I think something like Clash of the Titans – which we’ll be covering closer to release – could make a great 3D property. I’m assuming it’s a film that won’t take itself too seriously, will boast some spectacular effects sequences, and will focus on being the “big” sort of film that demands to be seen in the theater.

But with many other titles, conventional 3D simply doesn’t offer much – beyond obvious sight gags that don’t really impress anyone over the age of 4. Even more troublesome: The notion of “converting” films from 2D to 3D is the exact opposite of what James Cameron did with Avatar.
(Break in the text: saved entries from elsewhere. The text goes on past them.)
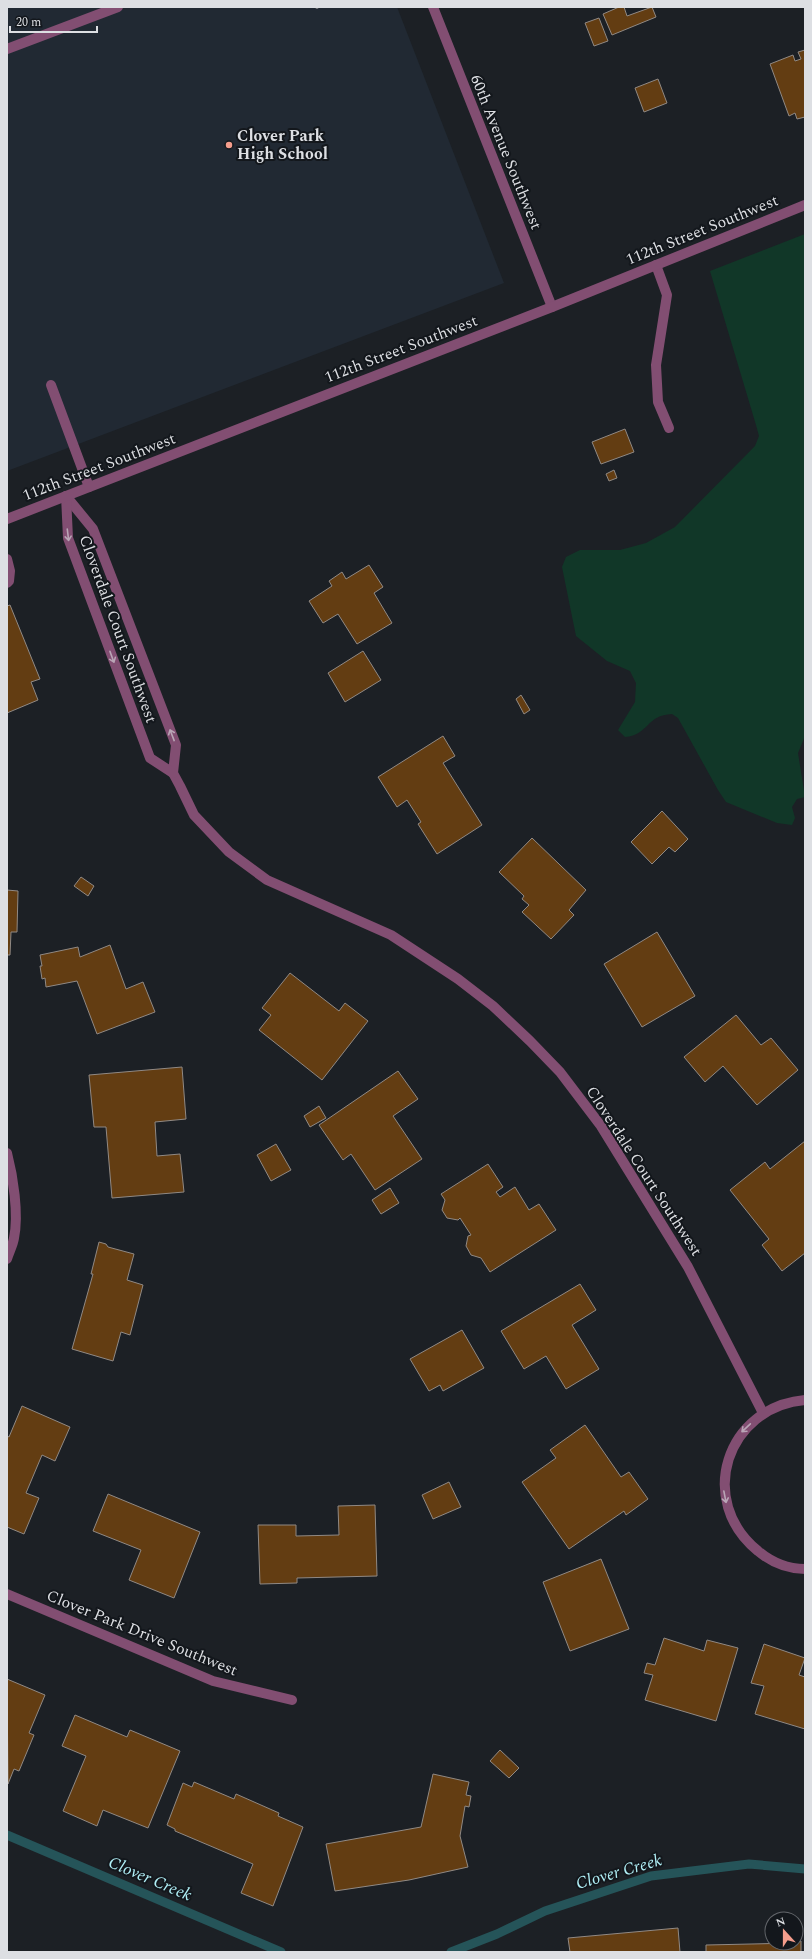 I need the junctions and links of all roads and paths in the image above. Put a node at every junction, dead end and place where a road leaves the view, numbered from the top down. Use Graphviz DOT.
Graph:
graph roads {
  1 [pos="118,7"];
  2 [pos="433,7"];
  3 [pos="7,49"];
  4 [pos="805,205"];
  5 [pos="656,265"];
  6 [pos="552,307"];
  7 [pos="51,385"];
  8 [pos="669,428"];
  9 [pos="89,487"];
  10 [pos="66,496"];
  11 [pos="7,518"];
  12 [pos="7,559"];
  13 [pos="7,583"];
  14 [pos="173,773"];
  15 [pos="7,1153"];
  16 [pos="7,1259"];
  17 [pos="805,1400"];
  18 [pos="763,1413"];
  19 [pos="805,1569"];
  20 [pos="7,1594"];
  21 [pos="292,1700"];
  1 -- 3 [label="street"];
  2 -- 6 [label="street, 60th Avenue Southwest"];
  4 -- 5 [label="street, 112th Street Southwest"];
  5 -- 6 [label="street, 112th Street Southwest"];
  5 -- 8 [label="street"];
  6 -- 9 [label="street, 112th Street Southwest"];
  7 -- 9 [label="street"];
  9 -- 10 [label="street, 112th Street Southwest"];
  10 -- 11 [label="street, 112th Street Southwest"];
  14 -- 10 [label="street, Cloverdale Court Southwest, one-way"];
  10 -- 14 [label="street, Cloverdale Court Southwest, one-way"];
  12 -- 13 [label="street"];
  14 -- 18 [label="street, Cloverdale Court Southwest"];
  15 -- 16 [label="street"];
  17 -- 18 [label="street"];
  18 -- 19 [label="street, one-way"];
  20 -- 21 [label="street, Clover Park Drive Southwest"];
}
He set out to make a 3D movie, and the production was designed around a 3D state of mind. He used it as a deliberate, artistic choice, and in the process raised the bar for all 3D ventures.

Will 3D conversions feel like a letdown in a post-Avatar world?

I feel as if we’re now at a crossroads in terms of 3D blockbusters. Will more tent pole films adopt a 3D production mindset, or will it merely be more of the same, converting a 2D project into a 3D print? Given all that’s happened recently with the Spider-Man franchise, it would seem that studios want filmmakers to start thinking of 3D as a source of creative inspiration, rather than simply an afterthought. But even if they started now, we won’t see such films until 2011 or 2012.

For 2010, 3D conversion is the name of the game. For better or worse.